Data items
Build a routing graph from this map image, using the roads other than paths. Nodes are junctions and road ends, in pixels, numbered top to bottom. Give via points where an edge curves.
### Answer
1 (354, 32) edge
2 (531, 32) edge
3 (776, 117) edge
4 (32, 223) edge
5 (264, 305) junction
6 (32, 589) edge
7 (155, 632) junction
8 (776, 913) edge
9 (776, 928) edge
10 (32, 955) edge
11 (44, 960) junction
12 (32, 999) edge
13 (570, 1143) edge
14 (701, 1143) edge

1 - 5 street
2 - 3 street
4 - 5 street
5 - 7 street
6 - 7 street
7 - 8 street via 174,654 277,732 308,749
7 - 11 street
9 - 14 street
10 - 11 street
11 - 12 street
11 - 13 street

> _Problem description_: The records above should be repeated word for word.

> _Expected answer_:
Build a routing graph from this map image, using the roads other than paths. Nodes are junctions and road ends, in pixels, numbered top to bottom. Give via points where an edge curves.
### Answer
1 (354, 32) edge
2 (531, 32) edge
3 (776, 117) edge
4 (32, 223) edge
5 (264, 305) junction
6 (32, 589) edge
7 (155, 632) junction
8 (776, 913) edge
9 (776, 928) edge
10 (32, 955) edge
11 (44, 960) junction
12 (32, 999) edge
13 (570, 1143) edge
14 (701, 1143) edge

1 - 5 street
2 - 3 street
4 - 5 street
5 - 7 street
6 - 7 street
7 - 8 street via 174,654 277,732 308,749
7 - 11 street
9 - 14 street
10 - 11 street
11 - 12 street
11 - 13 street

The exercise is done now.